Subject: Re: [OMPI devel] SDP support for OPEN-MPI
From: Jeff Squyres (jsquyres_at_[hidden])
Date: 2008-01-14 23:12:34

On Jan 13, 2008, at 8:19 AM, Lenny Verkhovsky wrote:

> > What I meant was try to open an SDP socket. If it fails because SDP
> > is not supported / available to that peer, then open a regular
> > socket. So you should still always have only 1 socket open to a
> peer
> > (not 2).
> Yes, but since the listener side doesn't know on which socket to
> expect
> a message it will need both sockets to be opened.

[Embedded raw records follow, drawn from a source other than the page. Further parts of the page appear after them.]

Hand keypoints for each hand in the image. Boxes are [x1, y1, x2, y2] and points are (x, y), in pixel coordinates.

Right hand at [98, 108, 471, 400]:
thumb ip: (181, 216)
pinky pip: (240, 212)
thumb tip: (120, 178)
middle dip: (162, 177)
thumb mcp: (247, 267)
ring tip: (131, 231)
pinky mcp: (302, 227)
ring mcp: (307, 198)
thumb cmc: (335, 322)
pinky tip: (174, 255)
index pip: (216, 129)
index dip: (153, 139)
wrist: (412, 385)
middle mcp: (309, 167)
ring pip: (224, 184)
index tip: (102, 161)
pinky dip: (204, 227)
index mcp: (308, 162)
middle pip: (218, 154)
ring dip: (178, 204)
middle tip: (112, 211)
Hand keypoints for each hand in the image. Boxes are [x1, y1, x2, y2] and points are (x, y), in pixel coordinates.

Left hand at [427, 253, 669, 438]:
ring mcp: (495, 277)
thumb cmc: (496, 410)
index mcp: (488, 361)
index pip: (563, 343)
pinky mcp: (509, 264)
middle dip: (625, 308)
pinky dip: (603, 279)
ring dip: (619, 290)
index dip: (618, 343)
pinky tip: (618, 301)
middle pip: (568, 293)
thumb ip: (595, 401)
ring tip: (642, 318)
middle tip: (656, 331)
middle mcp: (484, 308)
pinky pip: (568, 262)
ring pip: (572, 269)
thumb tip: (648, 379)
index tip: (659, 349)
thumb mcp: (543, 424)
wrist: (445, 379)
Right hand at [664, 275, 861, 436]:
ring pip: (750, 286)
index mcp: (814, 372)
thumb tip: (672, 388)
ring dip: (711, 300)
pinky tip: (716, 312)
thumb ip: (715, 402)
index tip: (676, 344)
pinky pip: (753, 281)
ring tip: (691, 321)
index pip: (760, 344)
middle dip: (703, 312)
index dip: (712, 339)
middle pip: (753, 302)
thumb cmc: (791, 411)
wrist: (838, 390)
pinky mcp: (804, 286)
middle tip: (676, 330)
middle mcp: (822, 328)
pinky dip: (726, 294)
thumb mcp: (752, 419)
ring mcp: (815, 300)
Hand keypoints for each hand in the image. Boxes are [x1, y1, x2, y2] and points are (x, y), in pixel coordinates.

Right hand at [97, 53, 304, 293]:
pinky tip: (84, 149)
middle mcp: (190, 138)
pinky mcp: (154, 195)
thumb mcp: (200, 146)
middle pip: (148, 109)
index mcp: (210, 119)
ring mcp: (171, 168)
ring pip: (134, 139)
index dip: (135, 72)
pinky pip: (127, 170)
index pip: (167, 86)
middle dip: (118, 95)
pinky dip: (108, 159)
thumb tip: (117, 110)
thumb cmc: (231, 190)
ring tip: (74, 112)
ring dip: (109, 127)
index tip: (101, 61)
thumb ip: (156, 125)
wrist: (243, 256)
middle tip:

Ah, you meant the listener socket -- not 2 sockets to each peer. Ok,
fair enough. Opening up one more listener socket in each process is
no big deal (IMO).

> > > If one of the machine is not supporting SDP user will get an
> error.
> >
> > Well, that's one way to go, but it's certainly less friendly. It
> > means that the entire MPI job has to support SDP -- including
> mpirun.
> > What about clusters that do not have IB on the head node?
> >
> They can use OOB over IP sockets and BTL on SDP, it should work.

Yes, I'm fine with this -- IIRC, my point was that if SDP is not
available (and the user didn't explicitly ask for it), then it should
not be an error.

> > >> Perhaps a more general approach would be to [perhaps
> additionally]
> > >> provide an MCA param to allow the user to specify the AF_* value?
> > >> (AF_INET_SDP is a standardized value, right? I.e., will it be
> the
> > >> same on all Linux variants [and someday Solaris]?)
> > > I didn't find any standard on it, it seems to be "randomly"
> selected
> > > since the originally it was 26 and changed to 27 due to conflict
> with
> > > kernel's defines.
> >
> > This might make an even stronger case for having an MCA param for it
> > -- if the AF_INET_SDP value is so broken that it's effectively
> random,
> > it may be necessary to override it on some platforms (especially in
> > light of binary OMPI and OFED distributions that may not match).
> >
> If we talking about passing AF_INET_SDP value only then
> 1. Passing this value as mca parameter will not make any changes to
> the
> SDP code.
> 2. Hopefully in the future AF_INET_SDP value can be gotten from the
> libc,
> And the value will be configured automatically.
> 3. If we are talking about AF_INET value in general ( IPv4, IPv6, SDP)
> Then by making it constant with mca parameter we are limiting
> ourselves
> for one protocol only without being able to failover or using
> different
> protocols for different needs ( i.e. SDP for OOB and IPv4 for BTL )

I'm not sure what you mean. The AF_INET values for v4 and v6 are
constantly compiled into OMPI via whatever values they are in the
system header files. They're standardized values, right?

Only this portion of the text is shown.